A 1) Le défaut d’intérêt à agir
D’après l’article 32 du même code est irrecevable toute prétention émise par ou contre une personne dépourvue du droit d’agir. L’existence du droit invoqué par le demandeur n’est pas une condition de recevabilité de son action mais de son succès.
Au cas présent Madame [U], nièce de la défunte, potentielle héritière des biens de celle-ci et initialement présentée par la S.A. Axa France Vie comme bénéficiaire des contrats d’assurance vie (courrier du 9 novembre 2021) a qualité à agir. Il appartiendra au tribunal statuant au fond de décider si son action est fondée ou pas.
A 2) La prescription
Selon l’article 414-2 alinéa 3 du code civil l’action en nullité instaurée par ce texte se prescrit par cinq ans. D’après l’article 2224 du même code le point de départ de ce délai est le jour où le titulaire d’un droit a connu ou aurait dû connaître les faits lui permettant de l’exercer.
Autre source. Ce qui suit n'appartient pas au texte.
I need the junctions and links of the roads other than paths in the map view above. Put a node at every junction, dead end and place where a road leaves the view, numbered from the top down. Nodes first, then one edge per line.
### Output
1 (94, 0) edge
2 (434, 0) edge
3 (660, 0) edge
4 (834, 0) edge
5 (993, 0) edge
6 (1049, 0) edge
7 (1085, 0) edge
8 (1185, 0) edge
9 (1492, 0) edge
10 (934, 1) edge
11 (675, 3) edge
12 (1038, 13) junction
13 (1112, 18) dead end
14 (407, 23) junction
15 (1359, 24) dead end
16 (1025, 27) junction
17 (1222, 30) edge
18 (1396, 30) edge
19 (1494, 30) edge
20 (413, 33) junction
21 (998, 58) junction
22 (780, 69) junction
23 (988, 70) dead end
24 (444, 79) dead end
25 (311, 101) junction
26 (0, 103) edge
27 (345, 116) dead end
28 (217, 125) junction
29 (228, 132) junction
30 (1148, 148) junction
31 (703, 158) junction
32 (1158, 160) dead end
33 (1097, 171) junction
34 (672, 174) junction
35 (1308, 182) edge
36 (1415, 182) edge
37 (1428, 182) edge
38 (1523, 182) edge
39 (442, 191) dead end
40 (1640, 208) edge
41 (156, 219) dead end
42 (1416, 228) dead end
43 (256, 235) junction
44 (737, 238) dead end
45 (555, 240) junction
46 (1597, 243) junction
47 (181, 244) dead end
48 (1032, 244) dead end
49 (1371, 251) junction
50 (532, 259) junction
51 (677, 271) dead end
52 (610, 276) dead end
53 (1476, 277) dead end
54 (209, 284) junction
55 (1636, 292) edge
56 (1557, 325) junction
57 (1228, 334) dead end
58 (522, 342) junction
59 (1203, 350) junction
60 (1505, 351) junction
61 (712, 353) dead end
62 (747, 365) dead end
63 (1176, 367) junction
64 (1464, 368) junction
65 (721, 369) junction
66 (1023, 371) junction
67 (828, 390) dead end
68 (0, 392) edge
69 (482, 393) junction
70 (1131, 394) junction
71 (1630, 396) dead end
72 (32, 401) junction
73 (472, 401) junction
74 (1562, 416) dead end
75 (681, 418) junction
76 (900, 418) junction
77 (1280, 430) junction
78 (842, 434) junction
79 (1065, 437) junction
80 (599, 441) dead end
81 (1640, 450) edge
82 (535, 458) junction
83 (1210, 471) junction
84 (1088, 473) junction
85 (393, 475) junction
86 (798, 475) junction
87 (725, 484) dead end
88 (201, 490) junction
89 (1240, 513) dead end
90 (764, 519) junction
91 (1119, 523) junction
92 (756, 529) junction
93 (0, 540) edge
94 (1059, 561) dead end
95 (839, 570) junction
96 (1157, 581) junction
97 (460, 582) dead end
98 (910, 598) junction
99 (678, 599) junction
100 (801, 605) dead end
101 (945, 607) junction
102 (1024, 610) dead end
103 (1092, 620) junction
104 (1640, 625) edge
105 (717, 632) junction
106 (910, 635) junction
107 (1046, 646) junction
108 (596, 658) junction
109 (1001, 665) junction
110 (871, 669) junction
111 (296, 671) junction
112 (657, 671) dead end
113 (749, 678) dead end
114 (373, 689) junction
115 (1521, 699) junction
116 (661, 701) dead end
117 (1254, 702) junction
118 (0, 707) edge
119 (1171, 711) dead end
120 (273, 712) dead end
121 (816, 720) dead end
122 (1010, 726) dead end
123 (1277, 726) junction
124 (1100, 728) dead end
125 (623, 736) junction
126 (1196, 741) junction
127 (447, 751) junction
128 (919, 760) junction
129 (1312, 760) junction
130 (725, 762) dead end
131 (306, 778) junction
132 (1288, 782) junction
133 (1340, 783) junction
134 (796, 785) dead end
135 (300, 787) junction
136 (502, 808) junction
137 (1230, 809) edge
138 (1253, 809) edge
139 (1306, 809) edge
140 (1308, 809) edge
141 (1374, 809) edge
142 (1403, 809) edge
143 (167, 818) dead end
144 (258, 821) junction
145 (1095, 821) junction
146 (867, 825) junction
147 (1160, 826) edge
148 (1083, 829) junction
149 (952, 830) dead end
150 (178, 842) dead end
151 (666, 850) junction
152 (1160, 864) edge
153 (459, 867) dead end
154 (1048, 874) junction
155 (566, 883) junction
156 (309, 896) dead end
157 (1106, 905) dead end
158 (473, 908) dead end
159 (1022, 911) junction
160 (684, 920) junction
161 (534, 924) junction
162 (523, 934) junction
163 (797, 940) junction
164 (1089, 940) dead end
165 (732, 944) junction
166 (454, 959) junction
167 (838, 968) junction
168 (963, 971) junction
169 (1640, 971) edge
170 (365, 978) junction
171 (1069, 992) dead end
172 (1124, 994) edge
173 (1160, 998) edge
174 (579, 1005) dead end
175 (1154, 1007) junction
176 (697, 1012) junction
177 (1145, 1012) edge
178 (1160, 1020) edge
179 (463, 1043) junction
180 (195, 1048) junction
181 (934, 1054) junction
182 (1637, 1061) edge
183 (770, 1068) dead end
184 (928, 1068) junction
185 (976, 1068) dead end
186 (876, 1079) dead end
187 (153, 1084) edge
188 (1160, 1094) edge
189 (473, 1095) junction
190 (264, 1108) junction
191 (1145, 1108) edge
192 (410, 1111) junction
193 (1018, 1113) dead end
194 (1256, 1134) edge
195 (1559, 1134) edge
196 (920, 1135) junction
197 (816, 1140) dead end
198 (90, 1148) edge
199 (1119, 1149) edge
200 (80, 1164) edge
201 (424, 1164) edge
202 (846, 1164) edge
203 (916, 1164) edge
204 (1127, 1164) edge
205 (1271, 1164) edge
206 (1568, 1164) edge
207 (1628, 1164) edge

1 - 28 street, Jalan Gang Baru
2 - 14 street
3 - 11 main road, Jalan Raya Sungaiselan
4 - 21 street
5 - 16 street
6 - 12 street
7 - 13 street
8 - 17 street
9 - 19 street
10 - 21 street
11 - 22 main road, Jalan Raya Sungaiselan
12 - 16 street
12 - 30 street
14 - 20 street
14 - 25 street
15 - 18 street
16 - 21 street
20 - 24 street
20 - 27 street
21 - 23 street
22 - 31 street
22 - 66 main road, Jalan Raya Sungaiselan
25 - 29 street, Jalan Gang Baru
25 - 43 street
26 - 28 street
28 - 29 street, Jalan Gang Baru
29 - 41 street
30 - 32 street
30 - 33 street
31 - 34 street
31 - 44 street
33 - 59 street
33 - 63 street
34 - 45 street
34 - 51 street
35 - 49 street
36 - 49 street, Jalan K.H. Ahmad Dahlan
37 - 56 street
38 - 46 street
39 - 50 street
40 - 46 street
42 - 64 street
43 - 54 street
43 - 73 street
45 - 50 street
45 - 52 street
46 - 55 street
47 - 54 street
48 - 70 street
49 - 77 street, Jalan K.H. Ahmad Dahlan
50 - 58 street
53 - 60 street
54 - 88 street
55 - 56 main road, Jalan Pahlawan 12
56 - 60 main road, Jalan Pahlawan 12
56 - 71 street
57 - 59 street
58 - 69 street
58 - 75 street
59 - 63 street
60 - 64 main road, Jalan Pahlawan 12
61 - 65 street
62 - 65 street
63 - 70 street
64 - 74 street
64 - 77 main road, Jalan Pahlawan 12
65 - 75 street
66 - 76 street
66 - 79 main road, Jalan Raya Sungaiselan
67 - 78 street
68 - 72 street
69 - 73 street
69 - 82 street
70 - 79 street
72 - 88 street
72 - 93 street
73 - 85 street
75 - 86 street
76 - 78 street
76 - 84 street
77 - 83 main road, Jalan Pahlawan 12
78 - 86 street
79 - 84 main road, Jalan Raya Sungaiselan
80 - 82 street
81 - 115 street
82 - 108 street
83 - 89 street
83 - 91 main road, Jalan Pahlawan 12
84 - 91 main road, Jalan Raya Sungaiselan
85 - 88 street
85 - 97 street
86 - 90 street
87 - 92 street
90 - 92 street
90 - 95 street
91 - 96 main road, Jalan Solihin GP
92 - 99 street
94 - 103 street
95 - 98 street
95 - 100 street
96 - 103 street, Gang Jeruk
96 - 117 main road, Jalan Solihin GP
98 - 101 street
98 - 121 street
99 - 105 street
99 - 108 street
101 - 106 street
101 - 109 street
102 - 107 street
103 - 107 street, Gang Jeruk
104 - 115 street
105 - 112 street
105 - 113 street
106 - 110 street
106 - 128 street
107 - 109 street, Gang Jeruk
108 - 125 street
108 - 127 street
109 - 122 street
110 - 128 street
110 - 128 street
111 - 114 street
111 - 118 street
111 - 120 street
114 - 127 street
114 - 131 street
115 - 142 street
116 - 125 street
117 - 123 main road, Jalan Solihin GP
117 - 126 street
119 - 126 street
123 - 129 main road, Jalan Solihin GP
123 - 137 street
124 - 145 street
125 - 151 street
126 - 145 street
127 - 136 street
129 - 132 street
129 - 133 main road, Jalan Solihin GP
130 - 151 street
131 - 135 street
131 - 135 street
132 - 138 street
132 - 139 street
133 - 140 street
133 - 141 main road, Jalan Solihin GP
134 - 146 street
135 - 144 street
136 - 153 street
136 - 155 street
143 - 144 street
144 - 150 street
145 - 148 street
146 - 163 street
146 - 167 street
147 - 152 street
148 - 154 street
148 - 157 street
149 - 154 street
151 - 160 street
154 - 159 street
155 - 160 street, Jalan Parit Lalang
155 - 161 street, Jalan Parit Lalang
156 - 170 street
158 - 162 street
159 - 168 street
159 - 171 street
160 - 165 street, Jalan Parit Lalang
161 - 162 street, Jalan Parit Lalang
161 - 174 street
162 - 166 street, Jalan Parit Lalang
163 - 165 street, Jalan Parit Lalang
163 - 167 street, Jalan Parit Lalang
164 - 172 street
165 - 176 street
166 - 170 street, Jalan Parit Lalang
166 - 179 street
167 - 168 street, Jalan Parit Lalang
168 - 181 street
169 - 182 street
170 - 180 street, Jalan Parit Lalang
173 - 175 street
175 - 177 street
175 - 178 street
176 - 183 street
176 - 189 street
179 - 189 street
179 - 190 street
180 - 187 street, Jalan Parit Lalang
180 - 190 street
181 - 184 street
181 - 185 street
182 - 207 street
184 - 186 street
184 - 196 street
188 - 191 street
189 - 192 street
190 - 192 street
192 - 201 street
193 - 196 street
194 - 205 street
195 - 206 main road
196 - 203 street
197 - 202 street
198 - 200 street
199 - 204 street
Au cas présent et en exécution de l’ordonnance rendue par le juge de la mise en état le 1er septembre 2023 la S.A. Axa France Vie a communiqué à Madame [U] les pièces afférentes aux modifications de la clause bénéficiaire relative au contrat Figures Libres le 13 septembre 2023.
Dès lors les demandes de nullité portant sur les modifications de cette clause bénéficiaire ne sont pas prescrites.
B) LA MESURE PROVISOIRE
En application de l’article 789 alinéa 1 4° du code de procédure civile le juge de la mise en état peut ordonner des mesures provisoires même conservatoires.
Au cas présent, en considération du différend opposant les parties et en l’absence d’opposition avérée de celles-ci la demande de consignation présentée par la S.A. Axa France Vie sera accueillie. La déconsignation ne pourra pas être partielle.
C) LES DÉPENS ET LES FRAIS IRRÉPÉTIBLES
L’équité commande, pour le moment, de laisser à la charge de Madame [F] les frais irrépétibles qu’elle a exposés.
Les dépens seront réservés.
PAR CES MOTIFS
REJETTE les fins de non-recevoir ;
DÉCLARE RECEVABLES les demandes présentées par Madame [U] ;
ORDONNE la consignation des capitaux-décès dus par la S.A. Axa France Vie en exécution des contrats d’assurance vie dénommés Plan Librépargne II et Figures Libres souscrits par Madame [B] [O] le 15 octobre 1998 et le 10 mai 2021 entre les mains de la S.A. Axa France Vie jusqu’à une décision irrévocable autorisant leur déconsignation totale et précisant leurs bénéficiaires ;
ORDONNE, à compter de la consignation des capitaux-décès et jusqu’à une décision irrévocable autorisant leur déconsignation totale et précisant leurs bénéficiaires, la suspension des intérêts moratoires prévus par l’article L 132-23-1 alinéas 4 et 5 du code des assurances ;
RENVOIE le dossier à l’audience de mise en état du 15 décembre 2025 à 9 h 30 pour les conclusions en défense, conclusions à signifier avant le 11 octobre 2025, puis pour les conclusions en demande, conclusions à signifier avant le 6 décembre 2025 (à défaut clôture envisagée) ;
LAISSE à la charge de Madame [F] les frais irrépétibles qu’elle a engagés ;
RÉSERVE les dépens ;
signée par François BEYLS, Premier Vice-Président Adjoint, chargé de la mise en état, et par Marlène NOUGUE, Greffier auquel la minute de la décision a été remise par le magistrat signataire.